O diferencial da música rap da capital sempre foi o peso tanto nas bases instrumentais quanto nas letras. Isso eu vejo que se perdeu um pouco nessa nova geração. Antes ouvia-se um rap nacional e já falava: "Isso aqui é Brasília". Hoje, muita coisa que você ouve, você não identifica se é Brasília, se é São Paulo, se é Rio. Há uma padronização, mas ainda continua tendo o diferencial, ainda tem aqueles artistas que seguem aquela linha de conscientização, politização, de bases pesadas, da pancada mesmo.
Qual a sensação de tocar para o público da capital que é a cidade natal do grupo?
A sensação de tocar em Brasília é sempre diferenciada, é tocar em casa, para o nosso público. Ele tem o diferencial de ser bem crítico, de analisar bastante o show, a parte de cenografia e nós vamos entregar uma cenografia diferenciada. Tocar em Brasília para nós é sempre um privilégio. Mesmo que haja a possibilidade de viajarmos com esse show de 35 anos, a comemoração tinha que ser aqui no DF.

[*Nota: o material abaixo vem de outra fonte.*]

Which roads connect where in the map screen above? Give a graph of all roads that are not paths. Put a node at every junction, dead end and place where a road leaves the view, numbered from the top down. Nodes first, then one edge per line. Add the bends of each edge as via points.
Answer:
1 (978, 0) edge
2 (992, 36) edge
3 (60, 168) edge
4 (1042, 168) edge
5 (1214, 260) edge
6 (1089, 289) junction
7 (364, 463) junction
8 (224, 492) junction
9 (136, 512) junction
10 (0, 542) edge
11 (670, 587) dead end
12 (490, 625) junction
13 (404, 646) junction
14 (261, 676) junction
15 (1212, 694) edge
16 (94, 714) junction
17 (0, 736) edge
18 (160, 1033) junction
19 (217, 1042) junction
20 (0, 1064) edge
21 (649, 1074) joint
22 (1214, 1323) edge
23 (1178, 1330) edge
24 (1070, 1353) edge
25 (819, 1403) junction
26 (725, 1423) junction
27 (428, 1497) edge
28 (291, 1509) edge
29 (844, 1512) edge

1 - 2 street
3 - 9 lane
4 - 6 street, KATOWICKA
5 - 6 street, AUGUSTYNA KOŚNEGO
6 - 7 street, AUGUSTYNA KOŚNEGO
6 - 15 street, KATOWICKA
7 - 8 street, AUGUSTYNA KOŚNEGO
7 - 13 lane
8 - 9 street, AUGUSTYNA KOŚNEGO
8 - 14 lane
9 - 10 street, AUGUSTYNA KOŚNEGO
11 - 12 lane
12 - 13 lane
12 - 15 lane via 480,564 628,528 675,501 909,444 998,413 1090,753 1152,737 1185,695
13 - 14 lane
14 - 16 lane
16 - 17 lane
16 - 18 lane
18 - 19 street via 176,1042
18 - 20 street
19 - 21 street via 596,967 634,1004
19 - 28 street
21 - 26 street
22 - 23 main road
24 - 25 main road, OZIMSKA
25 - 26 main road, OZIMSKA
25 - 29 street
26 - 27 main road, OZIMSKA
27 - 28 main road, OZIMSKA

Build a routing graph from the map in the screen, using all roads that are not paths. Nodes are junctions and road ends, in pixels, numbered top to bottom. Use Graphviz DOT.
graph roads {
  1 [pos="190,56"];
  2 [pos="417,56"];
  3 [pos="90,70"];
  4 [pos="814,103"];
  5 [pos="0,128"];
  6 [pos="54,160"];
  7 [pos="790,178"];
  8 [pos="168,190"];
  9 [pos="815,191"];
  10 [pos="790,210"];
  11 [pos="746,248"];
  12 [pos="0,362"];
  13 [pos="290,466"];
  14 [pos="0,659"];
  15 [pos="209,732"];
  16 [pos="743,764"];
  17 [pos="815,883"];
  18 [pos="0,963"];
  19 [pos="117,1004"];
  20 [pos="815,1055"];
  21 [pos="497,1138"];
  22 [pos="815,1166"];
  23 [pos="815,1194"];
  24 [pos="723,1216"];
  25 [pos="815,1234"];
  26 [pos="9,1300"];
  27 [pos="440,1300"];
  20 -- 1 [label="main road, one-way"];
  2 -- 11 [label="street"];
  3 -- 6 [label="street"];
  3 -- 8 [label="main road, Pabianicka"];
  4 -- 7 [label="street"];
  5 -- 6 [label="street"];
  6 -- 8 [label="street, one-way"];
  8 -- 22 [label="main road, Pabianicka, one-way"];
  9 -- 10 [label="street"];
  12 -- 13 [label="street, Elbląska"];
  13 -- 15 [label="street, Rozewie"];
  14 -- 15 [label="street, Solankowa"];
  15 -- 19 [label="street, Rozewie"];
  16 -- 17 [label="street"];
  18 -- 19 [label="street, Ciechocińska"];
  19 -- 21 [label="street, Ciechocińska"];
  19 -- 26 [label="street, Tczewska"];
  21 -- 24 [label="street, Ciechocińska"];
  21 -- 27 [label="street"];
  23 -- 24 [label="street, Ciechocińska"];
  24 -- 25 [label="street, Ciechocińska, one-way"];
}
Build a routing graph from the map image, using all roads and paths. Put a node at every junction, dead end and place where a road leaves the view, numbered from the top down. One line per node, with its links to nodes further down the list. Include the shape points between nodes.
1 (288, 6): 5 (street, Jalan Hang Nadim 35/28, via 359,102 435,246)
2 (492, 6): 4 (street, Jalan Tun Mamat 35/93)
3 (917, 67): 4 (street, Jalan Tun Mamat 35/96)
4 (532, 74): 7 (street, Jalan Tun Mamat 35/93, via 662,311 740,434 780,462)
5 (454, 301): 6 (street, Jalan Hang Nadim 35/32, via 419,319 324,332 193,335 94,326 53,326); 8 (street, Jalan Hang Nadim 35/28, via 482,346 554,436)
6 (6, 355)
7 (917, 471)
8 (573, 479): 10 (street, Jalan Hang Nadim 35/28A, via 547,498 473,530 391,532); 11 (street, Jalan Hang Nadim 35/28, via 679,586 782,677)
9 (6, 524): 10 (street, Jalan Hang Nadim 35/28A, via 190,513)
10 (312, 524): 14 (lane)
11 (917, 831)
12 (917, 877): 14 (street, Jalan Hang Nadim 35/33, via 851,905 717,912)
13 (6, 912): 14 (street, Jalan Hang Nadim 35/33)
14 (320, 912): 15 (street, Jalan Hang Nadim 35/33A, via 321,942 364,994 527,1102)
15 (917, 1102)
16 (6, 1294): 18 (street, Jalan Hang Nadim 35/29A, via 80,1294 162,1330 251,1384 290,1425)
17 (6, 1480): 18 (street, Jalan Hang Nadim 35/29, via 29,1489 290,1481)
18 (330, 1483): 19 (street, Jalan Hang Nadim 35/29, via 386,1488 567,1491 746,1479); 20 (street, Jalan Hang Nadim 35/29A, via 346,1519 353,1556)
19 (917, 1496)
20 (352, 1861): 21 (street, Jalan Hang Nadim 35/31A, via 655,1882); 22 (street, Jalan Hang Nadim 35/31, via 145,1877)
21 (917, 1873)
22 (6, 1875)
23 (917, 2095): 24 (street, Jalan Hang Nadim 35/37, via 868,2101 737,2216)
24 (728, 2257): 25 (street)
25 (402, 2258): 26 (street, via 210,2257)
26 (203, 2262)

Qual a importância de trazer um festival acessível para a cultura da cidade?
Para nós, é extremamente importante trazer um festival acessível para cultura hip-hop. Hoje, a gente vê o rap aí em todos os meios, em grandes festivais, em comerciais, em propagandas. Isso é muito bom, é válido, mas eu vejo muitos festivais de rap. Eu não vejo tantos festivais voltados para o hip-hop e o nosso é um festival de hip-hop, trazendo atrações que são excelentes, porém pouco valorizadas, meio que invisibilizadas e não tem um espaço devido. Como nós também não temos, resolvemos fazer aquilo que a gente gostaria que fizessem conosco. Democratizar mesmo, trazer empreendedores locais, artistas locais, técnicos locais para poder fazer esse festival.
Como você percebe o momento atual e o futuro do Câmbio Negro?
O momento atual é um bom momento, a gente continua caminhando dentro das nossas possibilidades e limitações, somos nós por nós, mas temos sempre o apoio da base. Nós somos do underground e o underground sempre nos apoiou, nunca nos virou as costas. A gente segue tocando, compondo, fazendo os nossos trabalhos e o futuro a gente espera que seja promissor com novos trabalhos, festivais, parcerias e vamos seguir fazendo da melhor maneira que pudermos e conseguirmos, sempre que pudermos oferecer o nosso melhor. Somos Câmbio Negro.
Festival Câmbio Negro
Amanhã, a partir das 17h, na Esplanada dos Ministérios (em frente à rodoviária do Plano Piloto). Entrada franca. Classificação indicativa: 18 anos.